--- Data records ---
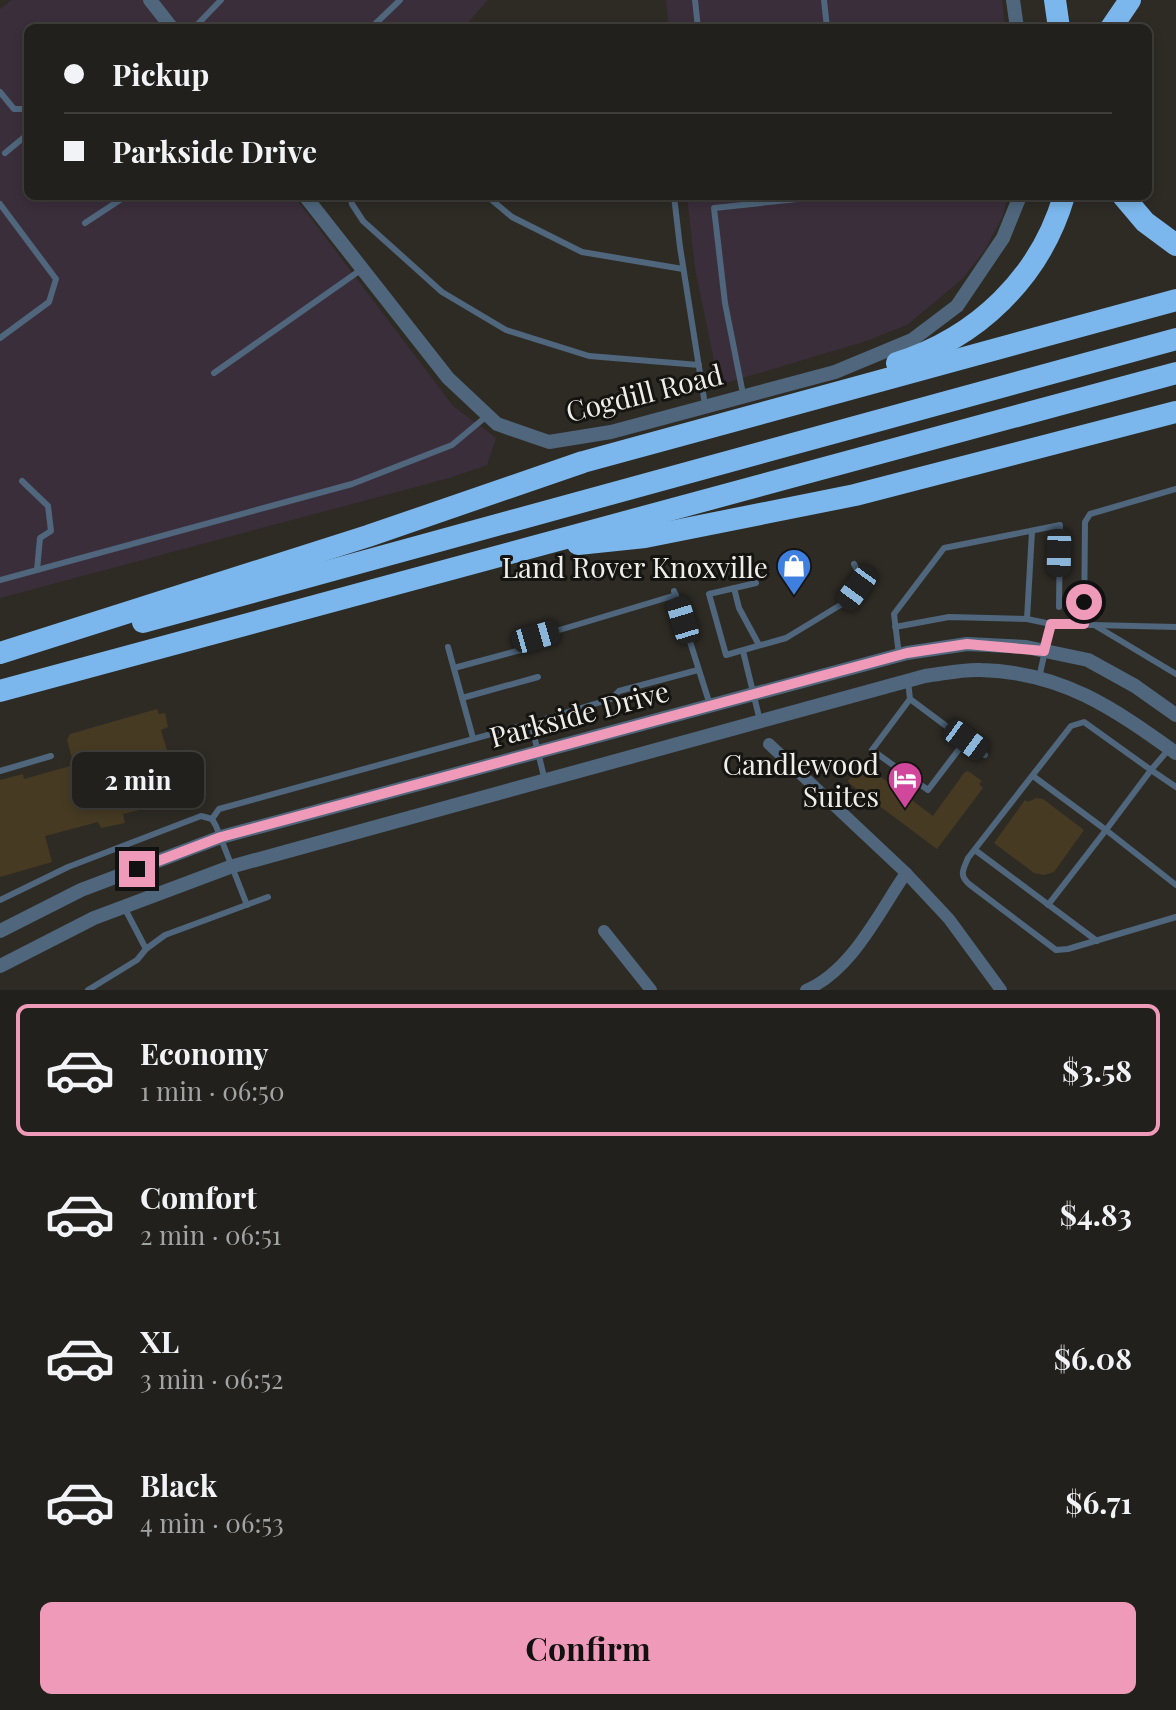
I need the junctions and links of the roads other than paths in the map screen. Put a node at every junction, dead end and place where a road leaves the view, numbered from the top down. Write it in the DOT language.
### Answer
graph roads {
  1 [pos="150,0"];
  2 [pos="221,0"];
  3 [pos="400,0"];
  4 [pos="695,0"];
  5 [pos="824,0"];
  6 [pos="1013,0"];
  7 [pos="1055,0"];
  8 [pos="1130,0"];
  9 [pos="169,24"];
  10 [pos="198,24"];
  11 [pos="375,24"];
  12 [pos="698,24"];
  13 [pos="827,24"];
  14 [pos="1016,24"];
  15 [pos="1058,24"];
  16 [pos="1114,24"];
  17 [pos="0,92"];
  18 [pos="24,109"];
  19 [pos="24,137"];
  20 [pos="5,153"];
  21 [pos="120,200"];
  22 [pos="308,200"];
  23 [pos="351,200"];
  24 [pos="492,200"];
  25 [pos="674,200"];
  26 [pos="713,200"];
  27 [pos="794,200"];
  28 [pos="1018,200"];
  29 [pos="1062,200"];
  30 [pos="1126,200"];
  31 [pos="0,204"];
  32 [pos="714,208"];
  33 [pos="85,223"];
  34 [pos="1176,245"];
  35 [pos="362,269"];
  36 [pos="683,269"];
  37 [pos="1176,300"];
  38 [pos="0,338"];
  39 [pos="1176,339"];
  40 [pos="699,365"];
  41 [pos="214,373"];
  42 [pos="1176,373"];
  43 [pos="743,394"];
  44 [pos="705,405"];
  45 [pos="1174,413"];
  46 [pos="488,415"];
  47 [pos="583,462"];
  48 [pos="22,481"];
  49 [pos="1176,489"];
  50 [pos="1032,531"];
  51 [pos="528,547"];
  52 [pos="854,564"];
  53 [pos="37,570"];
  54 [pos="0,580"];
  55 [pos="756,583"];
  56 [pos="734,588"];
  57 [pos="1059,607"];
  58 [pos="1027,619"];
  59 [pos="1051,624"];
  60 [pos="1084,624"];
  61 [pos="1093,625"];
  62 [pos="895,627"];
  63 [pos="1176,627"];
  64 [pos="759,645"];
  65 [pos="448,647"];
  66 [pos="743,651"];
  67 [pos="1044,651"];
  68 [pos="899,655"];
  69 [pos="0,656"];
  70 [pos="454,668"];
  71 [pos="698,670"];
  72 [pos="1176,674"];
  73 [pos="538,677"];
  74 [pos="1039,678"];
  75 [pos="908,681"];
  76 [pos="0,691"];
  77 [pos="752,694"];
  78 [pos="462,698"];
  79 [pos="910,699"];
  80 [pos="710,705"];
  81 [pos="1176,715"];
  82 [pos="760,722"];
  83 [pos="531,723"];
  84 [pos="473,738"];
  85 [pos="966,740"];
  86 [pos="769,744"];
  87 [pos="539,751"];
  88 [pos="1173,751"];
  89 [pos="985,755"];
  90 [pos="51,756"];
  91 [pos="1151,770"];
  92 [pos="0,771"];
  93 [pos="1033,776"];
  94 [pos="545,781"];
  95 [pos="1176,787"];
  96 [pos="212,819"];
  97 [pos="1106,830"];
  98 [pos="221,837"];
  99 [pos="975,850"];
  100 [pos="230,867"];
  101 [pos="906,873"];
  102 [pos="1176,885"];
  103 [pos="268,897"];
  104 [pos="0,900"];
  105 [pos="247,905"];
  106 [pos="1048,905"];
  107 [pos="124,907"];
  108 [pos="1176,917"];
  109 [pos="0,931"];
  110 [pos="604,931"];
  111 [pos="1097,941"];
  112 [pos="146,949"];
  113 [pos="0,966"];
  114 [pos="88,990"];
  115 [pos="651,990"];
  116 [pos="806,990"];
  117 [pos="1001,990"];
  1 -- 9 [label="street"];
  2 -- 10 [label="lane"];
  3 -- 11 [label="lane"];
  4 -- 12 [label="lane"];
  5 -- 13 [label="lane"];
  6 -- 14 [label="street"];
  7 -- 15 [label="highway"];
  8 -- 16 [label="highway"];
  17 -- 18 [label="lane"];
  19 -- 20 [label="lane"];
  21 -- 33 [label="lane"];
  22 -- 35 [label="street, Cogdill Road"];
  23 -- 40 [label="lane"];
  24 -- 36 [label="lane"];
  25 -- 36 [label="lane"];
  26 -- 32 [label="lane"];
  27 -- 32 [label="lane"];
  28 -- 43 [label="street, Cogdill Road"];
  29 -- 47 [label="highway"];
  30 -- 34 [label="highway"];
  31 -- 38 [label="lane"];
  32 -- 43 [label="lane"];
  35 -- 41 [label="lane"];
  35 -- 46 [label="street, Cogdill Road"];
  36 -- 40 [label="lane"];
  37 -- 47 [label="highway"];
  39 -- 69 [label="highway"];
  40 -- 44 [label="lane"];
  42 -- 51 [label="highway"];
  43 -- 44 [label="street, Cogdill Road"];
  44 -- 46 [label="street, Cogdill Road"];
  45 -- 51 [label="highway"];
  46 -- 53 [label="lane"];
  47 -- 69 [label="highway"];
  48 -- 53 [label="lane"];
  49 -- 60 [label="lane"];
  50 -- 57 [label="lane"];
  50 -- 58 [label="lane"];
  50 -- 62 [label="lane"];
  51 -- 76 [label="highway"];
  52 -- 64 [label="lane"];
  53 -- 54 [label="lane"];
  55 -- 56 [label="lane"];
  56 -- 64 [label="lane"];
  56 -- 66 [label="lane"];
  58 -- 59 [label="lane"];
  58 -- 62 [label="lane"];
  59 -- 60 [label="lane"];
  59 -- 67 [label="lane"];
  60 -- 61 [label="lane"];
  61 -- 63 [label="lane"];
  61 -- 72 [label="lane"];
  62 -- 68 [label="lane"];
  64 -- 66 [label="lane"];
  65 -- 70 [label="lane"];
  66 -- 77 [label="lane"];
  67 -- 68 [label="street, Parkside Drive"];
  67 -- 74 [label="lane"];
  67 -- 81 [label="street, Parkside Drive"];
  68 -- 77 [label="street, Parkside Drive"];
  70 -- 71 [label="lane"];
  70 -- 78 [label="lane"];
  71 -- 80 [label="lane"];
  71 -- 83 [label="lane"];
  73 -- 78 [label="lane"];
  74 -- 75 [label="street, Parkside Drive"];
  74 -- 88 [label="street, Parkside Drive"];
  75 -- 79 [label="lane"];
  75 -- 82 [label="street, Parkside Drive"];
  77 -- 80 [label="street, Parkside Drive"];
  77 -- 82 [label="lane"];
  78 -- 84 [label="lane"];
  79 -- 85 [label="lane"];
  79 -- 85 [label="lane"];
  80 -- 87 [label="street, Parkside Drive"];
  82 -- 94 [label="street, Parkside Drive"];
  83 -- 84 [label="lane"];
  83 -- 87 [label="lane"];
  84 -- 96 [label="lane"];
  85 -- 89 [label="lane"];
  86 -- 101 [label="street"];
  87 -- 94 [label="lane"];
  87 -- 98 [label="street, Parkside Drive"];
  88 -- 91 [label="lane"];
  90 -- 92 [label="lane"];
  91 -- 93 [label="lane"];
  91 -- 95 [label="lane"];
  91 -- 97 [label="lane"];
  93 -- 97 [label="lane"];
  93 -- 99 [label="lane"];
  94 -- 100 [label="street, Parkside Drive"];
  96 -- 98 [label="lane"];
  96 -- 104 [label="lane"];
  97 -- 102 [label="lane"];
  97 -- 106 [label="lane"];
  98 -- 100 [label="lane"];
  98 -- 109 [label="street, Parkside Drive"];
  99 -- 106 [label="lane"];
  99 -- 111 [label="lane"];
  100 -- 105 [label="lane"];
  100 -- 107 [label="street, Parkside Drive"];
  101 -- 116 [label="street"];
  101 -- 117 [label="street"];
  103 -- 105 [label="lane"];
  105 -- 112 [label="lane"];
  106 -- 111 [label="lane"];
  107 -- 112 [label="lane"];
  107 -- 113 [label="street, Parkside Drive"];
  108 -- 111 [label="lane"];
  110 -- 115 [label="street"];
  112 -- 114 [label="lane"];
}
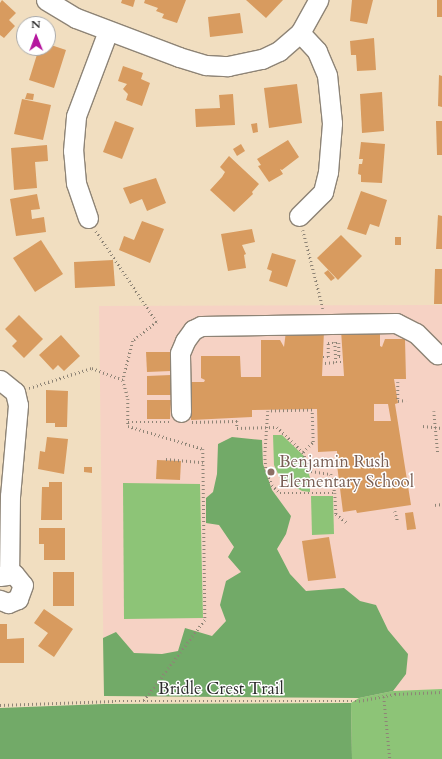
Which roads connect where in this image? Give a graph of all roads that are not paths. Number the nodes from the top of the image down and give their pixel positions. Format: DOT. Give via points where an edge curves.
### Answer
graph roads {
  1 [pos="46,0"];
  2 [pos="318,0"];
  3 [pos="108,31"];
  4 [pos="300,33"];
  5 [pos="299,216"];
  6 [pos="88,218"];
  7 [pos="437,354"];
  8 [pos="0,380"];
  9 [pos="181,412"];
  10 [pos="4,574"];
  11 [pos="0,600"];
  1 -- 3 [label="street" via="70,15"];
  2 -- 4 [label="street"];
  3 -- 4 [label="street" via="206,65 228,66 262,59 279,50"];
  3 -- 6 [label="street" via="76,116 73,151 76,183"];
  4 -- 5 [label="street" via="317,51 326,75 332,123 328,172 323,192"];
  7 -- 9 [label="street" via="416,334 396,323 201,326 193,330 180,353"];
  8 -- 10 [label="street" via="17,398"];
  10 -- 11 [label="street" via="18,576 23,590 13,602"];
}
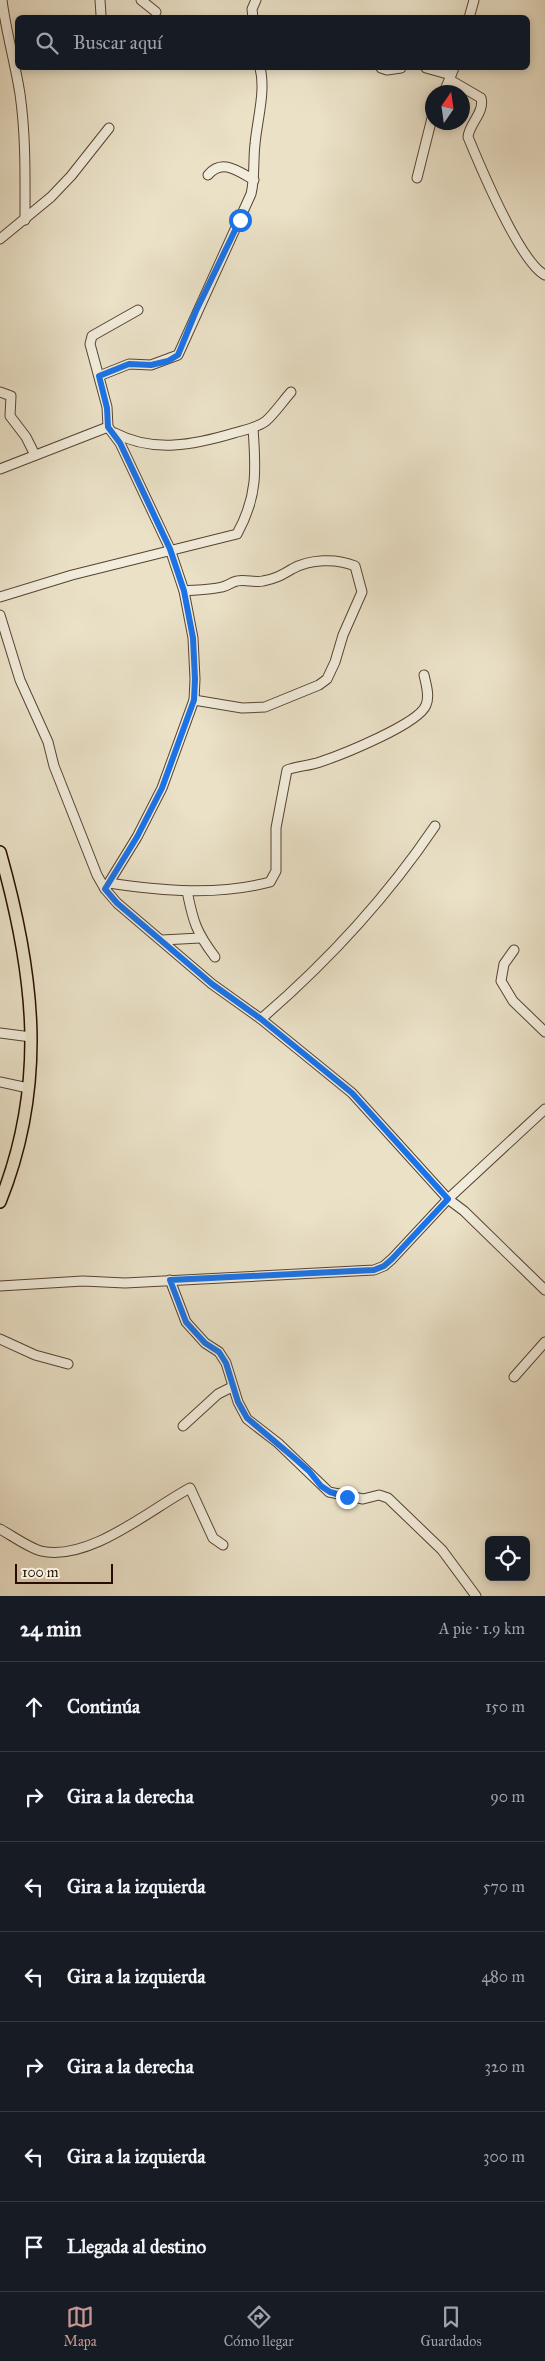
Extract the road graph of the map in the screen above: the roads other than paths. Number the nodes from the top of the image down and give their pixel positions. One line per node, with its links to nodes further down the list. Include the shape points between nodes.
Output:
1 (2, 0): 18 (street, via 20,94 25,156)
2 (100, 0): 7 (street)
3 (141, 0): 6 (street)
4 (256, 0): 8 (street)
5 (474, 0): 9 (street)
6 (156, 12)
7 (101, 15)
8 (252, 15)
9 (470, 15)
10 (260, 70): 17 (street)
11 (435, 70): 12 (street)
12 (452, 74): 20 (street, via 481,98 482,106 468,137 510,228 538,271)
13 (109, 128): 18 (street, via 71,176)
14 (429, 130): 16 (street)
15 (208, 175): 17 (street, via 213,169 226,166)
16 (417, 178)
17 (254, 180): 22 (street, via 240,220 178,355 151,365 129,364)
18 (25, 220): 19 (street)
19 (0, 239)
20 (545, 274)
21 (138, 310): 22 (street, via 90,339)
22 (99, 376): 26 (street)
23 (0, 392): 27 (street, via 11,396 10,416)
24 (291, 392): 25 (street, via 266,421)
25 (253, 428): 26 (street, via 209,441 170,447 135,442); 29 (street, via 256,466 252,495 248,514 237,534)
26 (110, 429): 27 (street); 29 (street, via 126,454)
27 (35, 455): 28 (street)
28 (0, 469)
29 (170, 549): 30 (street); 31 (street)
30 (184, 591): 34 (street, via 193,638); 34 (street, via 220,588 244,580 262,582 284,576 304,565 331,560 342,560 356,566 362,588 335,662 327,679 319,685 264,707 242,708)
31 (0, 597)
32 (0, 615): 37 (street, via 20,680 48,742 54,766 97,875)
33 (424, 675): 38 (street, via 426,705 406,724 321,762 287,770 276,828 276,871 270,882 227,891)
34 (194, 700): 37 (street, via 162,788)
35 (436, 826): 43 (street, via 413,859 365,915 288,996)
36 (0, 852): 46 (main road, via 24,948 31,1004)
37 (107, 886): 38 (street); 40 (street, via 117,903)
38 (187, 891): 39 (street)
39 (200, 938): 40 (street); 42 (street)
40 (162, 940): 43 (street, via 212,984)
41 (514, 950): 44 (street, via 504,964 501,981 514,1001)
42 (216, 956)
43 (261, 1019): 50 (street, via 361,1102)
44 (545, 1032)
45 (1, 1034): 46 (street)
46 (31, 1036): 48 (main road)
47 (0, 1082): 48 (street)
48 (28, 1088): 51 (main road, via 11,1175)
49 (545, 1109): 50 (street)
50 (448, 1199): 52 (street, via 392,1259 374,1270); 54 (street)
51 (0, 1202)
52 (170, 1280): 53 (street); 59 (street, via 186,1322 205,1343 219,1352 231,1375)
53 (0, 1286)
54 (545, 1290)
55 (0, 1339): 57 (street)
56 (545, 1342): 58 (street)
57 (68, 1364)
58 (514, 1377)
59 (232, 1386): 60 (street, via 218,1394); 63 (street, via 247,1418 309,1471 321,1486 347,1497 363,1499 379,1495 388,1498 442,1550)
60 (183, 1426)
61 (0, 1529): 62 (street, via 39,1550 74,1551 108,1536 190,1488 213,1538)
62 (223, 1545)
63 (476, 1596)

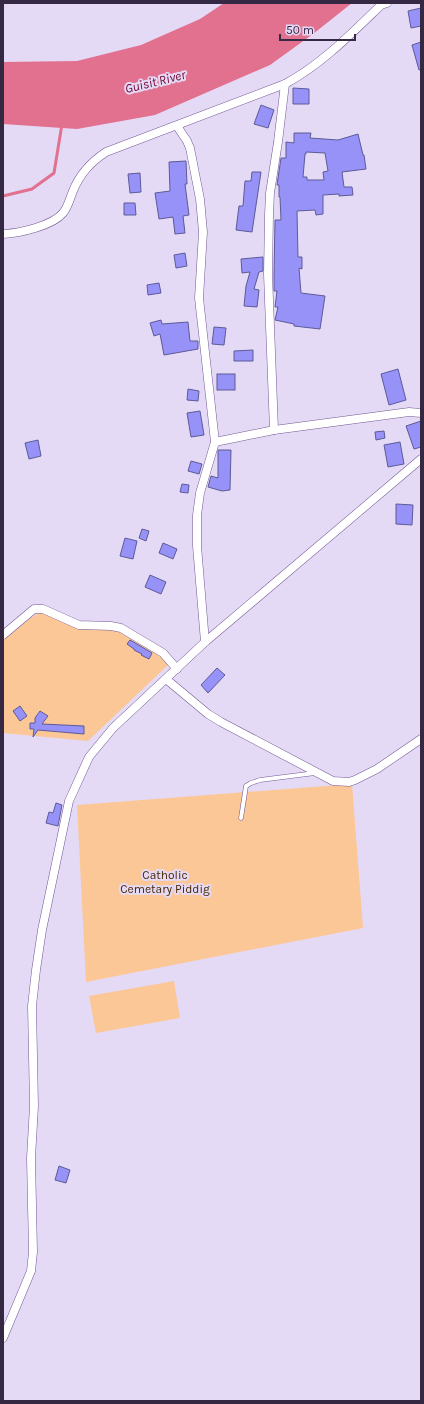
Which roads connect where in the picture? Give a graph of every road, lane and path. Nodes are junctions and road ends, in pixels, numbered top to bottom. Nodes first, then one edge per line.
1 (387, 3) edge
2 (285, 84) junction
3 (177, 126) junction
4 (3, 234) edge
5 (421, 413) edge
6 (274, 430) junction
7 (214, 442) junction
8 (421, 459) edge
9 (3, 635) edge
10 (205, 642) junction
11 (177, 669) junction
12 (166, 679) junction
13 (421, 739) edge
14 (317, 773) junction
15 (241, 818) dead end
16 (3, 1338) edge

1 - 2 street
2 - 3 street
2 - 6 street
3 - 4 street
3 - 7 street
5 - 6 street
6 - 7 street
7 - 10 street
8 - 10 street
9 - 11 street
10 - 11 street
11 - 12 street
12 - 14 street
12 - 16 street
13 - 14 street
14 - 15 lane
---
**Problem to work on:**
Lines with "main": state how many there are in the records, and nothing more.

**Final answer:**
3